→ THE PROBLEM:
Retype the data that follows exactly. No pictures belong in the copy.

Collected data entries

============

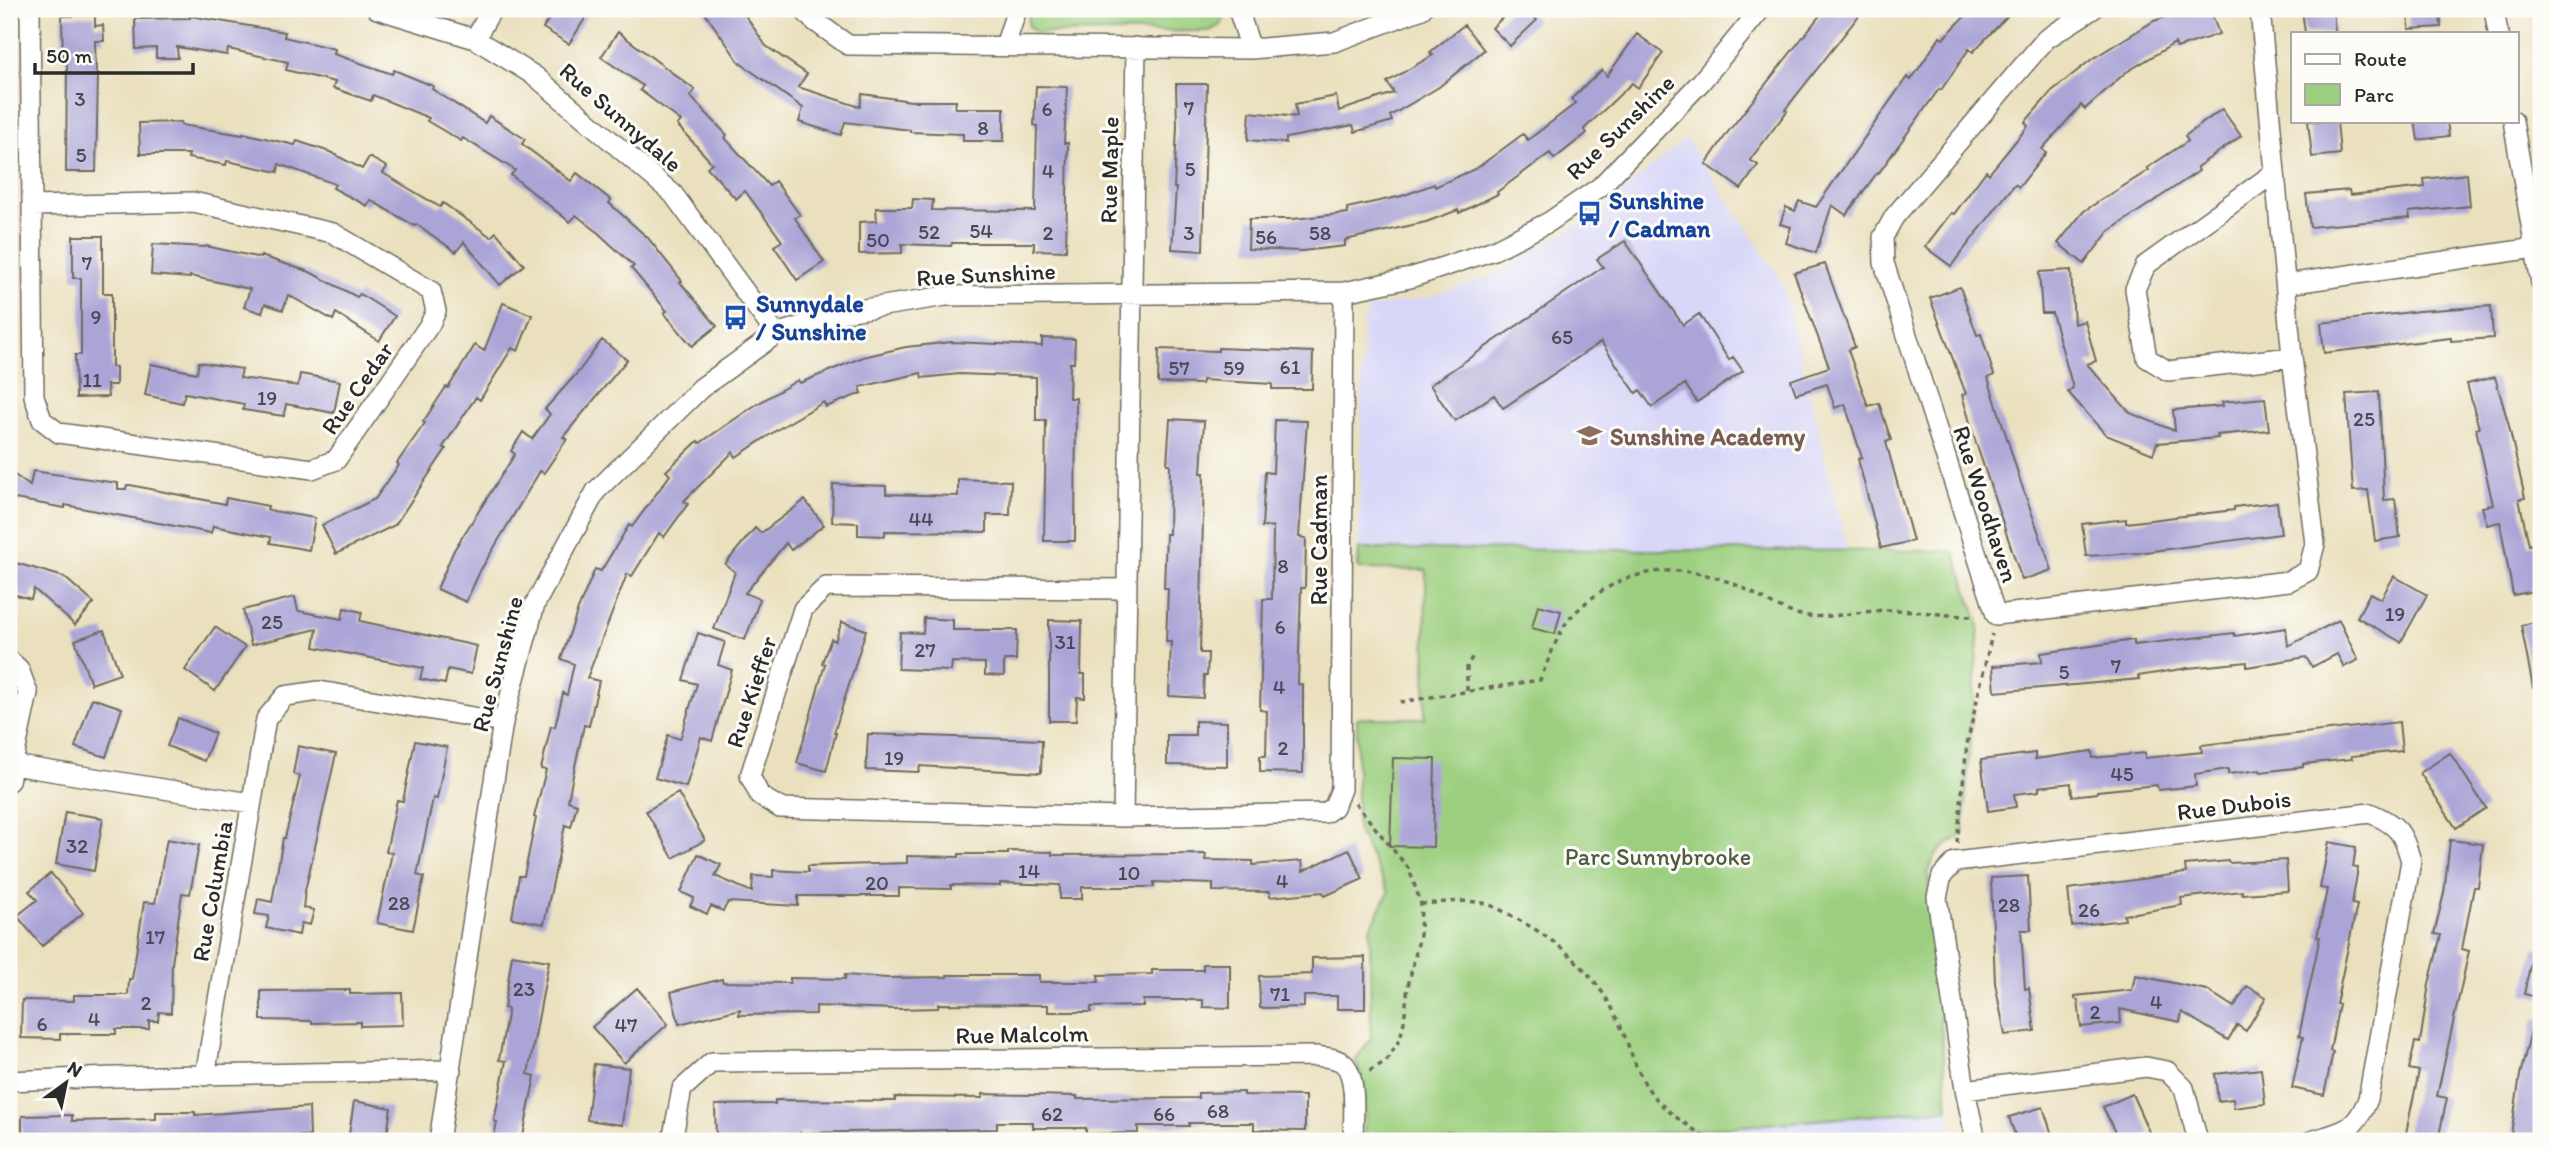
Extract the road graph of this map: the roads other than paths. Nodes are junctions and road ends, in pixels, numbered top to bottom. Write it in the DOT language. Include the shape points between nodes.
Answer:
graph roads {
  1 [pos="30,9"];
  2 [pos="377,9"];
  3 [pos="492,9"];
  4 [pos="803,9"];
  5 [pos="1017,9"];
  6 [pos="1238,9"];
  7 [pos="1422,9"];
  8 [pos="1761,9"];
  9 [pos="2093,9"];
  10 [pos="2260,9"];
  11 [pos="2494,9"];
  12 [pos="2498,32"];
  13 [pos="475,39"];
  14 [pos="1005,46"];
  15 [pos="1136,47"];
  16 [pos="1251,49"];
  17 [pos="2513,122"];
  18 [pos="2274,173"];
  19 [pos="32,206"];
  20 [pos="2535,248"];
  21 [pos="2541,283"];
  22 [pos="2287,284"];
  23 [pos="1344,292"];
  24 [pos="1132,294"];
  25 [pos="776,334"];
  26 [pos="2292,357"];
  27 [pos="1127,589"];
  28 [pos="9,660"];
  29 [pos="503,722"];
  30 [pos="11,773"];
  31 [pos="1341,789"];
  32 [pos="251,803"];
  33 [pos="1123,817"];
  34 [pos="451,1070"];
  35 [pos="205,1076"];
  36 [pos="9,1081"];
  37 [pos="1965,1090"];
  38 [pos="439,1141"];
  39 [pos="673,1141"];
  40 [pos="1353,1141"];
  41 [pos="1976,1141"];
  42 [pos="2198,1141"];
  43 [pos="2311,1141"];
  1 -- 19 [label="street, Rue Cedar"];
  2 -- 13 [label="street, Rue Sunnydale"];
  3 -- 13 [label="street"];
  4 -- 14 [label="street" via="848,45"];
  5 -- 14 [label="street"];
  6 -- 16 [label="street"];
  7 -- 16 [label="street" via="1334,42"];
  8 -- 23 [label="street, Rue Sunshine" via="1701,82 1600,187 1559,215 1494,250 1410,278"];
  9 -- 26 [label="street, Rue Woodhaven" via="2046,39 1894,217 1883,237 1884,262 1996,614 2289,581 2308,571 2315,544"];
  10 -- 18 [label="street, Rue Woodhaven"];
  11 -- 12 [label="street"];
  13 -- 25 [label="street, Rue Sunnydale" via="536,76 673,194"];
  14 -- 15 [label="street"];
  15 -- 16 [label="street"];
  15 -- 24 [label="street, Rue Maple"];
  17 -- 20 [label="street"];
  18 -- 22 [label="street, Rue Woodhaven"];
  18 -- 26 [label="street" via="2146,265 2135,289 2147,358 2168,371"];
  19 -- 19 [label="street, Rue Cedar" via="34,396 42,420 59,433 312,469 336,460 436,311 431,291 333,233 193,202"];
  20 -- 21 [label="street"];
  20 -- 22 [label="street"];
  22 -- 26 [label="street, Rue Woodhaven"];
  23 -- 24 [label="street, Rue Sunshine"];
  23 -- 31 [label="street, Rue Cadman"];
  24 -- 25 [label="street, Rue Sunshine" via="946,296 845,312"];
  24 -- 27 [label="street"];
  25 -- 29 [label="street, Rue Sunshine" via="701,388 596,491 535,604"];
  27 -- 33 [label="street"];
  27 -- 33 [label="street, Rue Kieffer" via="826,587 803,609 750,776 760,796 780,808"];
  28 -- 30 [label="street" via="19,668 28,693"];
  29 -- 32 [label="street, Rue Columbia" via="319,691 285,696 266,719"];
  29 -- 34 [label="street, Rue Sunshine"];
  30 -- 32 [label="street"];
  31 -- 33 [label="street, Rue Kieffer" via="1334,807 1325,813"];
  32 -- 35 [label="street, Rue Columbia"];
  34 -- 35 [label="street"];
  34 -- 38 [label="street, Rue Sunshine"];
  35 -- 36 [label="street"];
  37 -- 41 [label="street"];
  37 -- 42 [label="street" via="2146,1067 2167,1072 2183,1088"];
  37 -- 43 [label="street, Rue Dubois" via="1937,897 1942,876 1955,862 2370,813 2390,821 2404,836 2411,861 2368,1099 2360,1118 2345,1131"];
  39 -- 40 [label="street, Rue Malcolm" via="682,1089 712,1062 1317,1056 1335,1059 1352,1077"];
}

============

→ ANSWER BELOW:
Extract the road graph of this map: the roads other than paths. Nodes are junctions and road ends, in pixels, numbered top to bottom. Write it in the DOT language. Include the shape points between nodes.
Answer:
graph roads {
  1 [pos="30,9"];
  2 [pos="377,9"];
  3 [pos="492,9"];
  4 [pos="803,9"];
  5 [pos="1017,9"];
  6 [pos="1238,9"];
  7 [pos="1422,9"];
  8 [pos="1761,9"];
  9 [pos="2093,9"];
  10 [pos="2260,9"];
  11 [pos="2494,9"];
  12 [pos="2498,32"];
  13 [pos="475,39"];
  14 [pos="1005,46"];
  15 [pos="1136,47"];
  16 [pos="1251,49"];
  17 [pos="2513,122"];
  18 [pos="2274,173"];
  19 [pos="32,206"];
  20 [pos="2535,248"];
  21 [pos="2541,283"];
  22 [pos="2287,284"];
  23 [pos="1344,292"];
  24 [pos="1132,294"];
  25 [pos="776,334"];
  26 [pos="2292,357"];
  27 [pos="1127,589"];
  28 [pos="9,660"];
  29 [pos="503,722"];
  30 [pos="11,773"];
  31 [pos="1341,789"];
  32 [pos="251,803"];
  33 [pos="1123,817"];
  34 [pos="451,1070"];
  35 [pos="205,1076"];
  36 [pos="9,1081"];
  37 [pos="1965,1090"];
  38 [pos="439,1141"];
  39 [pos="673,1141"];
  40 [pos="1353,1141"];
  41 [pos="1976,1141"];
  42 [pos="2198,1141"];
  43 [pos="2311,1141"];
  1 -- 19 [label="street, Rue Cedar"];
  2 -- 13 [label="street, Rue Sunnydale"];
  3 -- 13 [label="street"];
  4 -- 14 [label="street" via="848,45"];
  5 -- 14 [label="street"];
  6 -- 16 [label="street"];
  7 -- 16 [label="street" via="1334,42"];
  8 -- 23 [label="street, Rue Sunshine" via="1701,82 1600,187 1559,215 1494,250 1410,278"];
  9 -- 26 [label="street, Rue Woodhaven" via="2046,39 1894,217 1883,237 1884,262 1996,614 2289,581 2308,571 2315,544"];
  10 -- 18 [label="street, Rue Woodhaven"];
  11 -- 12 [label="street"];
  13 -- 25 [label="street, Rue Sunnydale" via="536,76 673,194"];
  14 -- 15 [label="street"];
  15 -- 16 [label="street"];
  15 -- 24 [label="street, Rue Maple"];
  17 -- 20 [label="street"];
  18 -- 22 [label="street, Rue Woodhaven"];
  18 -- 26 [label="street" via="2146,265 2135,289 2147,358 2168,371"];
  19 -- 19 [label="street, Rue Cedar" via="34,396 42,420 59,433 312,469 336,460 436,311 431,291 333,233 193,202"];
  20 -- 21 [label="street"];
  20 -- 22 [label="street"];
  22 -- 26 [label="street, Rue Woodhaven"];
  23 -- 24 [label="street, Rue Sunshine"];
  23 -- 31 [label="street, Rue Cadman"];
  24 -- 25 [label="street, Rue Sunshine" via="946,296 845,312"];
  24 -- 27 [label="street"];
  25 -- 29 [label="street, Rue Sunshine" via="701,388 596,491 535,604"];
  27 -- 33 [label="street"];
  27 -- 33 [label="street, Rue Kieffer" via="826,587 803,609 750,776 760,796 780,808"];
  28 -- 30 [label="street" via="19,668 28,693"];
  29 -- 32 [label="street, Rue Columbia" via="319,691 285,696 266,719"];
  29 -- 34 [label="street, Rue Sunshine"];
  30 -- 32 [label="street"];
  31 -- 33 [label="street, Rue Kieffer" via="1334,807 1325,813"];
  32 -- 35 [label="street, Rue Columbia"];
  34 -- 35 [label="street"];
  34 -- 38 [label="street, Rue Sunshine"];
  35 -- 36 [label="street"];
  37 -- 41 [label="street"];
  37 -- 42 [label="street" via="2146,1067 2167,1072 2183,1088"];
  37 -- 43 [label="street, Rue Dubois" via="1937,897 1942,876 1955,862 2370,813 2390,821 2404,836 2411,861 2368,1099 2360,1118 2345,1131"];
  39 -- 40 [label="street, Rue Malcolm" via="682,1089 712,1062 1317,1056 1335,1059 1352,1077"];
}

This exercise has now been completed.